Problem statement — Retype each entry. Leave nothing out.

Stored items:
+ + + + +
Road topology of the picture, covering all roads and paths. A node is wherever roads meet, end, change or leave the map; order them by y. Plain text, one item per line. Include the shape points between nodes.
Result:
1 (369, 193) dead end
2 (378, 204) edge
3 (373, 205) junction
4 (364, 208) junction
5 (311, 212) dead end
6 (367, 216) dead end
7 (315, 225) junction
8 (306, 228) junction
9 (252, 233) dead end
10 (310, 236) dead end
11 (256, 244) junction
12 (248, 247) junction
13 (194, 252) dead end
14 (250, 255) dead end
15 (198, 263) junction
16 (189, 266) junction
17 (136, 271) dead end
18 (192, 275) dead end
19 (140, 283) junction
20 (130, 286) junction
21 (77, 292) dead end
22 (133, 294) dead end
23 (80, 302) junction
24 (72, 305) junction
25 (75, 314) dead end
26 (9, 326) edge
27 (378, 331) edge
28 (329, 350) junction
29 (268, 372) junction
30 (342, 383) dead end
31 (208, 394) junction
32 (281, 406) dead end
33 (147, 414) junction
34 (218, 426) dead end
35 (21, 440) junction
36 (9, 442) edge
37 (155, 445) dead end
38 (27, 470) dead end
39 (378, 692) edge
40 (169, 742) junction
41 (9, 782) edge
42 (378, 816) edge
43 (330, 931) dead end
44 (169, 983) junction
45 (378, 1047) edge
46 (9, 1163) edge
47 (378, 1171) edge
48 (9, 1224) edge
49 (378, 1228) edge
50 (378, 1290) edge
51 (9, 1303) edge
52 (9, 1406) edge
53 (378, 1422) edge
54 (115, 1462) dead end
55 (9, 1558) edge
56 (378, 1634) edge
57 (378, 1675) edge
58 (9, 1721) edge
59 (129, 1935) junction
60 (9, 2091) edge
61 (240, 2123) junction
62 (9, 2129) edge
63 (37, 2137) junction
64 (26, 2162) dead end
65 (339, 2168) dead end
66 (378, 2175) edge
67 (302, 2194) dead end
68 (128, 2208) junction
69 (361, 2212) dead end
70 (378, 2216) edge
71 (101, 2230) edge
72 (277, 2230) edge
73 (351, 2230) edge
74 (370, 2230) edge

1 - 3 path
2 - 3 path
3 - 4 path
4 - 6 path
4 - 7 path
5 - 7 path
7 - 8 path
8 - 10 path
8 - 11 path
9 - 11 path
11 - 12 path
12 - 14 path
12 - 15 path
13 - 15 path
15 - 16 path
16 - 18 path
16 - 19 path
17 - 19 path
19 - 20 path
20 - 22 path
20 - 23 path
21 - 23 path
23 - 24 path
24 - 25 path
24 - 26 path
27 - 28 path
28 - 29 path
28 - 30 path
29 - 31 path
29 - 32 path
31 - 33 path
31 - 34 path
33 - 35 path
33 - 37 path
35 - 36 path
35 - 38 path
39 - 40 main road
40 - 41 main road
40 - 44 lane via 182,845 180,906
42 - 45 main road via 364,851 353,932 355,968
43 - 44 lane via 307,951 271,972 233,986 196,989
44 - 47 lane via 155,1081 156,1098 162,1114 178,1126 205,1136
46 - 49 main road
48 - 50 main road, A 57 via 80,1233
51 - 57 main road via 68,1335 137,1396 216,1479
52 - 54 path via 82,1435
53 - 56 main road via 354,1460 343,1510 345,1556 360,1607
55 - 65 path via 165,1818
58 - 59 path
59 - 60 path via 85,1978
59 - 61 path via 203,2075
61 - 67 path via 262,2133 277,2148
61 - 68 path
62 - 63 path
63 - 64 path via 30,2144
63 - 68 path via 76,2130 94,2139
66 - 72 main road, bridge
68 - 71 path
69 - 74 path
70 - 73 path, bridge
+ + + + +
Completed task —
Road topology of the picture, covering all roads and paths. A node is wherever roads meet, end, change or leave the map; order them by y. Plain text, one item per line. Include the shape points between nodes.
Result:
1 (369, 193) dead end
2 (378, 204) edge
3 (373, 205) junction
4 (364, 208) junction
5 (311, 212) dead end
6 (367, 216) dead end
7 (315, 225) junction
8 (306, 228) junction
9 (252, 233) dead end
10 (310, 236) dead end
11 (256, 244) junction
12 (248, 247) junction
13 (194, 252) dead end
14 (250, 255) dead end
15 (198, 263) junction
16 (189, 266) junction
17 (136, 271) dead end
18 (192, 275) dead end
19 (140, 283) junction
20 (130, 286) junction
21 (77, 292) dead end
22 (133, 294) dead end
23 (80, 302) junction
24 (72, 305) junction
25 (75, 314) dead end
26 (9, 326) edge
27 (378, 331) edge
28 (329, 350) junction
29 (268, 372) junction
30 (342, 383) dead end
31 (208, 394) junction
32 (281, 406) dead end
33 (147, 414) junction
34 (218, 426) dead end
35 (21, 440) junction
36 (9, 442) edge
37 (155, 445) dead end
38 (27, 470) dead end
39 (378, 692) edge
40 (169, 742) junction
41 (9, 782) edge
42 (378, 816) edge
43 (330, 931) dead end
44 (169, 983) junction
45 (378, 1047) edge
46 (9, 1163) edge
47 (378, 1171) edge
48 (9, 1224) edge
49 (378, 1228) edge
50 (378, 1290) edge
51 (9, 1303) edge
52 (9, 1406) edge
53 (378, 1422) edge
54 (115, 1462) dead end
55 (9, 1558) edge
56 (378, 1634) edge
57 (378, 1675) edge
58 (9, 1721) edge
59 (129, 1935) junction
60 (9, 2091) edge
61 (240, 2123) junction
62 (9, 2129) edge
63 (37, 2137) junction
64 (26, 2162) dead end
65 (339, 2168) dead end
66 (378, 2175) edge
67 (302, 2194) dead end
68 (128, 2208) junction
69 (361, 2212) dead end
70 (378, 2216) edge
71 (101, 2230) edge
72 (277, 2230) edge
73 (351, 2230) edge
74 (370, 2230) edge

1 - 3 path
2 - 3 path
3 - 4 path
4 - 6 path
4 - 7 path
5 - 7 path
7 - 8 path
8 - 10 path
8 - 11 path
9 - 11 path
11 - 12 path
12 - 14 path
12 - 15 path
13 - 15 path
15 - 16 path
16 - 18 path
16 - 19 path
17 - 19 path
19 - 20 path
20 - 22 path
20 - 23 path
21 - 23 path
23 - 24 path
24 - 25 path
24 - 26 path
27 - 28 path
28 - 29 path
28 - 30 path
29 - 31 path
29 - 32 path
31 - 33 path
31 - 34 path
33 - 35 path
33 - 37 path
35 - 36 path
35 - 38 path
39 - 40 main road
40 - 41 main road
40 - 44 lane via 182,845 180,906
42 - 45 main road via 364,851 353,932 355,968
43 - 44 lane via 307,951 271,972 233,986 196,989
44 - 47 lane via 155,1081 156,1098 162,1114 178,1126 205,1136
46 - 49 main road
48 - 50 main road, A 57 via 80,1233
51 - 57 main road via 68,1335 137,1396 216,1479
52 - 54 path via 82,1435
53 - 56 main road via 354,1460 343,1510 345,1556 360,1607
55 - 65 path via 165,1818
58 - 59 path
59 - 60 path via 85,1978
59 - 61 path via 203,2075
61 - 67 path via 262,2133 277,2148
61 - 68 path
62 - 63 path
63 - 64 path via 30,2144
63 - 68 path via 76,2130 94,2139
66 - 72 main road, bridge
68 - 71 path
69 - 74 path
70 - 73 path, bridge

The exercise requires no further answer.